1. Please introduce yourself, your areas of interest and share your achievements vis-àvis your acceptance to the LLM programme?
I am Prithvi Raaj Choudhury, LLM (Thesis) student at McGill University. I am also a recipient of the prestigious Erin J. Arsenault Fellowship. I completed my undergraduate law studies from National Law University and Judicial Academy Assam. My interests pertains to International Law (more specifically, Aviation and Space Law), and Intellectual Property Rights Law.

2. What has motivated you to pursue LLM in the chosen field of law? What were the major hurdles you had to overcome?
My interest to pursue an LLM in Air and Space Law materialized when I was in my 2nd year of law school. I had published an article on commercialization of space and this motivated me to explore further in the said field.
Like any law student from India, certain issues came to my mind, particularly the finances required for pursuing studies abroad, support from family, and preparing myself to apply to different programs in different law schools.

3. When is the ideal time to set your mind on pursuing LLM? How did you decide on
the college?
Though there is no ‘ideal time’, it would be wise to start the process early. Certain steps such as appearing for English examinations (e.g. TOEFL, IELTS, etc), applying for scholarships, and the applications itself take time, for which prospective students would have to plan ahead. Therefore, the whole process of planning and applying should ideally begin a year before a student completes undergraduate law studies. I decided on universities based on my interests and future expectations. In this case since I wanted to study air & space law, I focussed on applying at McGill, and three other universities in case McGill declined my application.

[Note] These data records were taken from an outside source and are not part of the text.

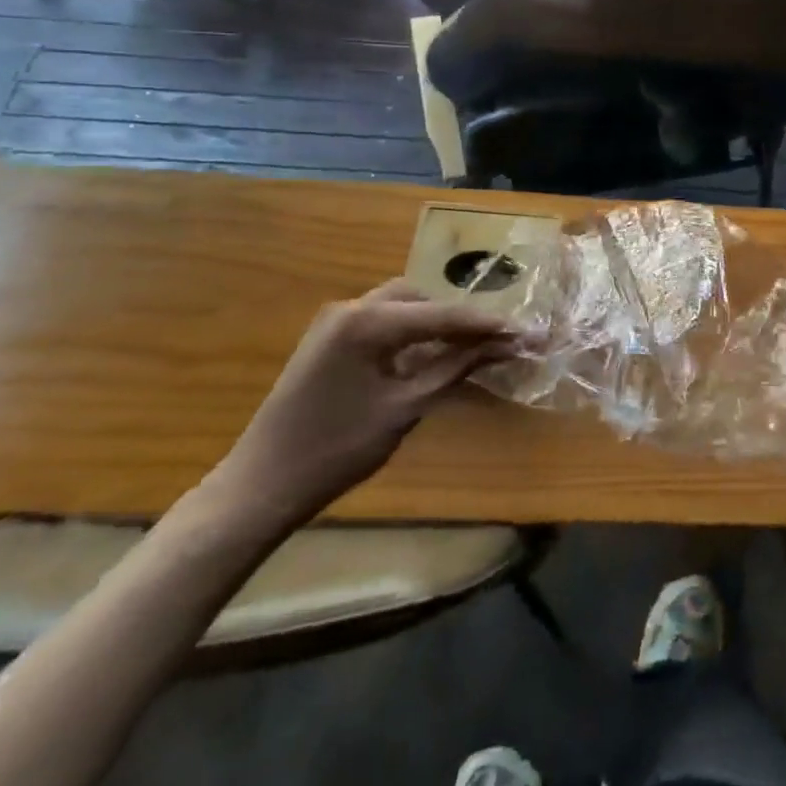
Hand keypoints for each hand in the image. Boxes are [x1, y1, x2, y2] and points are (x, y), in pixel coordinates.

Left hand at [210, 280, 525, 527]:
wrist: (261, 486)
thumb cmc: (336, 450)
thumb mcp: (405, 408)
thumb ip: (455, 368)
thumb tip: (503, 347)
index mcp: (368, 321)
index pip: (443, 315)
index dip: (486, 325)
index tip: (524, 332)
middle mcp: (351, 308)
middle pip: (421, 299)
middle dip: (459, 319)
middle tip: (495, 343)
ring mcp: (334, 322)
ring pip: (401, 307)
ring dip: (435, 324)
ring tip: (468, 349)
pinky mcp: (327, 340)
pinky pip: (381, 323)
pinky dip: (410, 334)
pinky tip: (429, 356)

4. Tell us something about the timeline of the application and the commitment it requires?
Most universities’ applications (particularly in Western Europe and North America) begin September onwards. At this time a student should be ready with all the general requirements of an application, such as reference letters, statement of purpose, essays, etc. For certain requirements of the application process such as recommendation letters, its advisable to keep in touch with professors/supervisors and let them know that they would
need to submit recommendation letters on your behalf for the admission process. In the end it requires immense dedication and patience throughout the application process.

5. What should be kept in mind while writing SOPs, essays etc? What according to you made your application stand out?
A statement of purpose or SOP always has to be ‘personal’. In an LLM application it should reflect the applicant’s background, and furthermore it should showcase examples which the applicant can use to portray her/himself as a top candidate for the said LLM program. Furthermore, having prior experience (such as internships), publications, participation in moot court competitions, etc other than having good recommendations and grades helps to
make an application stand out from the rest.

3. Not quite related to the LLM, but how do you think Indian Law Schools can better equip their graduates to compete and excel on a global scale?
In my opinion, the curriculum of law schools in India are mostly traditional, from what I have seen it is also the case in most National Law Universities in the country, and generally such legal institutions do not give a law student enough flexibility in terms of course offerings and choices I believe that if law students from such traditional universities are given more opportunities in terms of choosing their subjects, offering exchange programs, encourage extra-curricular activities, I am sure that Indian law students would be able to compete with their foreign

4. Lastly, would you recommend an international LLM to an Indian law graduate? What are your future aspirations? Any messages to all other LLM aspirants?
My future goal is to pursue my PhD after completing my LLM to serve as an impetus to enter the academic field.
A decision to pursue an LLM abroad is definitely an enriching experience for an Indian law graduate. LLM classes (especially in North America and Europe) consist a diverse bunch of students having varied experience and from different legal systems from around the world, and this is a good way for an Indian law graduate to be apprised of the different ways in which law is taught, enforced, and practiced. My message to future LLM aspirants is to dream big and work hard, and to pursue an LLM in an area which they find to be engrossing.